No, I don't think so. If you don't make any test, then either you never can
call tsleep or you should be able to call it from interrupts.
>
> > and as FreeBSD supposedly gropes toward.
>
> Well, "supposedly" is wrong there, unless you mean the question of
> whether FreeBSD is intentionally imitating Sun. I did the initial
> implementation of the threads long before I knew that Sun had
> something similar. The real issue is whether the interrupt threads
> will be as useful as they promise to be.
"Supposedly" is reflective of the massive gulf between initial reported
architecture and day to day implementation experiences. I've given up even
venturing a guess about the FreeBSD SMP effort.
>
> > I'm pretty convinced that lacking such freedom, knowing whether it
> > is safe to call tsleep is functionality worth having. The
> > implementation need not be hacky, and could, in fact, be SMP
> > aware. After all, it's per processor data (in some systems, at
> > least) as to whether you're running a context where it is safe to
> > sleep && be (re)schedulable. Despite what Bill says, it need not be
> > a costly test- but this is why I asked whether it would be
> > invasive. The answer I get is "Yes" and the implied (from Jason)
> > "You need to rewrite your driver"- which is somewhat annoying.
>
> I'm neutral on this one. Basically, it's a single instruction in the
> interrupt stub (increment interrupt nesting level) and another in the
> return (decrement), so it's not much overhead. But it would probably
> result in a cache miss on entry, probably not on exit, and that's
> equivalent to about 100 instructions.
Relative to all of the cache misses you would take for the execution of a
moderate interrupt service routine? No- in this case, if time is of the
absolute essence, then you *would* code differently. If this were sparc, you'd
also run in the trap window and not even have a real stack to make any calls
with either.
But for your basic system interrupt handler where you let h/w priority do it's
job the overhead of testing one variable is almost certainly less than the
cost of the lock acquisition you have to do anyway.
>
> > Frankly, the alternative is a less functional system. But you know-
> > I *really* don't need to argue this at all. I think it would be
> > useful. If others don't see that- that's fine too.
>
> The real issue is whether it's always possible to find an alternative.

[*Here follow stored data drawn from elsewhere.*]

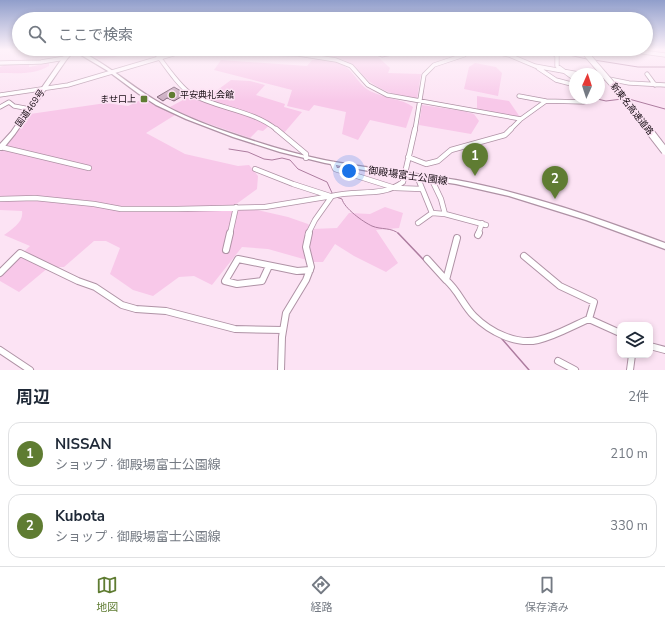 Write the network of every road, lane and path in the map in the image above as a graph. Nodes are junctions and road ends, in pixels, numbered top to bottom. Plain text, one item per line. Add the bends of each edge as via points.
1 (59, 66) edge
2 (102, 66) edge
3 (131, 66) edge
4 (166, 66) edge
5 (351, 66) edge
6 (431, 66) edge
7 (535, 66) edge
8 (536, 66) edge
9 (557, 66) edge
10 (597, 66) edge
11 (601, 66) edge
12 (112, 72) junction
13 (562, 72) junction
14 (569, 73) edge
15 (646, 74) dead end
16 (569, 76) edge
17 (605, 78) edge
18 (569, 83) edge
19 (654, 85) junction
20 (665, 85) edge
21 (43, 89) junction
22 (0, 95) edge
23 (519, 96) dead end
24 (419, 101) junction
25 (546, 101) junction
26 (569, 102) edge
27 (0, 107) edge
28 (30, 109) junction
29 (521, 119) junction
30 (665, 144) edge
31 (0, 147) edge
32 (665, 152) edge
33 (408, 157) junction
34 (306, 158) junction
35 (333, 164) junction
36 (89, 168) dead end
37 (255, 169) dead end
38 (405, 174) junction
39 (417, 176) junction
40 (431, 178) junction
41 (395, 188) junction
42 (422, 189) junction
43 (332, 196) junction
44 (0, 199) edge
45 (236, 207) junction
46 (432, 213) junction
47 (445, 214) junction
48 (418, 223) dead end
49 (478, 236) dead end
50 (457, 238) dead end
51 (665, 246) edge
52 (226, 250) dead end
53 (524, 256) dead end
54 (427, 259) dead end
55 (269, 266) junction
56 (310, 270) junction
57 (0, 272) edge
58 (446, 280) junction
59 (589, 319) junction
60 (283, 330) junction
61 (617, 332) edge
62 (653, 347) edge
63 (0, 350) edge
64 (665, 350) edge
65 (632, 358) edge
66 (558, 362) dead end
67 (30, 370) edge
68 (281, 370) edge
69 (575, 370) edge
70 (630, 370) edge

1 - 21 highway, 国道469号
2 - 12 main road, 御殿場富士公園線
3 - 12 street
4 - 34 street via 190,93 216,105 266,121 306,154
5 - 24 street via 377,91
6 - 24 street via 424,75
7 - 18 street via 556,80
8 - 13 street
9 - 13 street
10 - 32 highway, 新東名高速道路, bridge via 631,106
11 - 30 highway, 新東名高速道路
12 - 21 street via 68,85
12 - 34 main road, 御殿場富士公園線 via 144,96 173,111 265,146
13 - 14 street
13 - 16 street
15 - 19 street
17 - 19 street
19 - 20 street
21 - 22 street
21 - 28 highway, 国道469号
23 - 25 street
24 - 29 street
24 - 33 street
25 - 26 street
25 - 29 street
27 - 28 street via 9,102 14,106
28 - 31 highway, 国道469号
29 - 33 street via 505,135 451,150 438,161 426,164
31 - 36 street
33 - 38 street
34 - 35 main road, 御殿場富士公園線
35 - 38 main road, 御殿場富士公園線
35 - 41 street via 334,169
37 - 43 street
38 - 39 main road, 御殿場富士公園線
38 - 41 street via 403,182
39 - 40 main road, 御殿場富士公園線
39 - 42 street
40 - 47 street
40 - 51 main road, 御殿場富士公園線 via 480,187 564,209
41 - 42 street
41 - 43 street
42 - 46 street
43 - 45 street via 265,207
43 - 56 street via 313,222 306,247 312,265
44 - 45 street via 35,198 121,209
45 - 52 street
46 - 47 street
46 - 48 street
47 - 49 street via 484,224
50 - 58 street
53 - 59 street via 560,286 594,302
54 - 58 street
55 - 55 street via 262,281 237,284 225,281 238,259
55 - 56 street via 297,271
56 - 60 street via 303,288 288,308
57 - 60 street via 20,253 95,287 122,305 136,309 166,311 235,329
58 - 59 street via 453,285 473,315 509,339 537,340
59 - 61 street
60 - 68 street
62 - 64 street
63 - 67 street
65 - 70 street
66 - 69 street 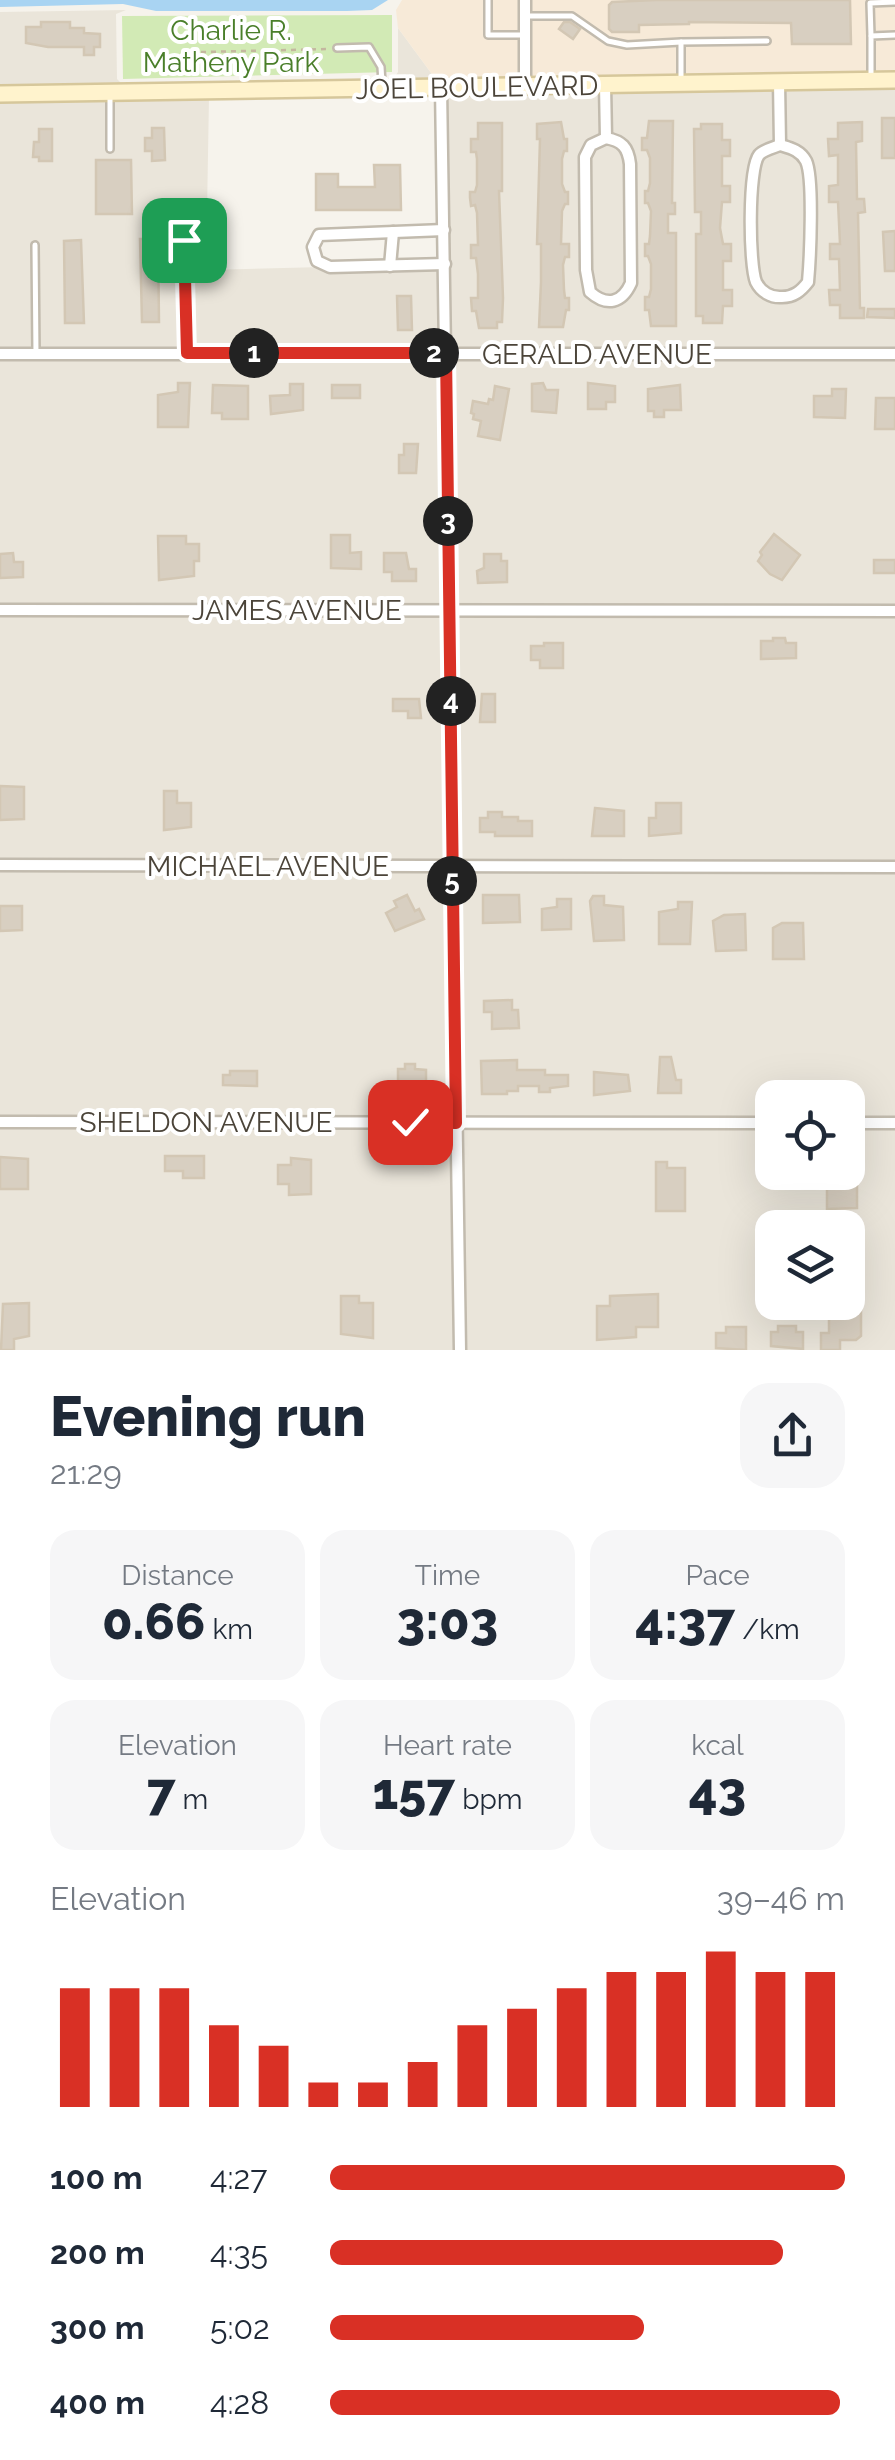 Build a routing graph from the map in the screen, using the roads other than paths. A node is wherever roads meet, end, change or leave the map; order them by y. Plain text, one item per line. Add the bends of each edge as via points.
1 (488, 0) edge
2 (525, 0) edge
3 (895, 2) edge
4 (525, 16) junction
5 (525, 35) junction
6 (871, 36) junction
7 (895, 36) edge
8 (766, 40) dead end
9 (681, 42) junction
10 (336, 48) road end
11 (895, 80) edge
12 (871, 81) junction
13 (779, 82) junction
14 (681, 84) junction
15 (605, 85) junction
16 (525, 86) junction
17 (382, 88) junction
18 (441, 88) junction
19 (110, 93) junction
20 (0, 94) edge
21 (606, 138) junction
22 (780, 145) junction
23 (110, 149) dead end
24 (444, 230) junction
25 (393, 232) junction
26 (184, 240) dead end
27 (36, 244) dead end
28 (445, 264) junction
29 (390, 266) junction
30 (187, 353) junction
31 (446, 353) junction
32 (0, 354) edge
33 (36, 354) junction
34 (895, 354) edge
35 (0, 610) edge
36 (450, 610) junction
37 (895, 611) edge
38 (0, 865) edge
39 (452, 866) junction
40 (895, 867) edge
41 (0, 1122) edge
42 (456, 1123) junction
43 (755, 1123) edge
44 (865, 1123) edge
45 (895, 1123) edge
46 (460, 1350) edge

1 - 5 lane via 488,35
2 - 4 street
3 - 6 lane via 870,3
4 - 5 street
4 - 9 lane via 572,16 608,41
5 - 16 street
6 - 7 lane
6 - 12 lane
8 - 9 lane
9 - 14 lane
10 - 17 lane via 369,47 381,67
11 - 12 main road, JOEL BOULEVARD
12 - 13 main road, JOEL BOULEVARD
13 - 14 main road, JOEL BOULEVARD
13 - 22 street
14 - 15 main road, JOEL BOULEVARD
15 - 16 main road, JOEL BOULEVARD
15 - 21 street
16 - 18 main road, JOEL BOULEVARD
17 - 18 main road, JOEL BOULEVARD
17 - 19 main road, JOEL BOULEVARD
18 - 24 street
19 - 20 main road, JOEL BOULEVARD
19 - 23 lane
21 - 21 street via 628,150 630,164 631,283 614,302 590,292 586,270 585,157
22 - 22 street via 796,149 808,180 808,282 788,298 762,291 753,261 752,167 760,152
24 - 25 street
24 - 28 street
25 - 29 street
25 - 29 street via 319,234 313,248 317,262 330,267
26 - 30 lane
27 - 33 lane
28 - 29 street
28 - 31 street
30 - 31 street, GERALD AVENUE
30 - 33 street, GERALD AVENUE
31 - 34 street, GERALD AVENUE
31 - 36 street
32 - 33 street, GERALD AVENUE
35 - 36 street, JAMES AVENUE
36 - 37 street, JAMES AVENUE
36 - 39 street
38 - 39 street, MICHAEL AVENUE
39 - 40 street, MICHAEL AVENUE
39 - 42 street
41 - 42 street, SHELDON AVENUE
42 - 43 street, SHELDON AVENUE
42 - 46 street
44 - 45 street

> In this case, one such might be to set your own variable when entering
> your interrupt routines, and resetting it on leaving them.
But that's the problem. I do- but that is not sufficient when a hardclock
driven routine is caused entry into a routine where I *can't* make that test.
The normal path was (roughly) expected to be:
isp_pci_intr
isp->isp_onintstack = 1;
isp_intr
...
(SCSI midlayer)
...
isprequest
isp_start
(exception condition causes)
isp_mboxcmd
if (isp->isp_onintstack)
POLL
else
tsleep
...
The problem that broke me was:
isp_pci_intr
isp->isp_onintstack = 1;
isp_intr
...
(SCSI midlayer- called with BUSY status on SCSI command)
(kthread schedule of scsi_completion, which then does
callout_reset so that in 1 second, essentially)
...
isprequest
isp_start
(exception condition causes)
isp_mboxcmd
if (isp->isp_onintstack)
POLL
else
tsleep
...
But because isp->isp_onintstack isn't set, I called tsleep. Boom.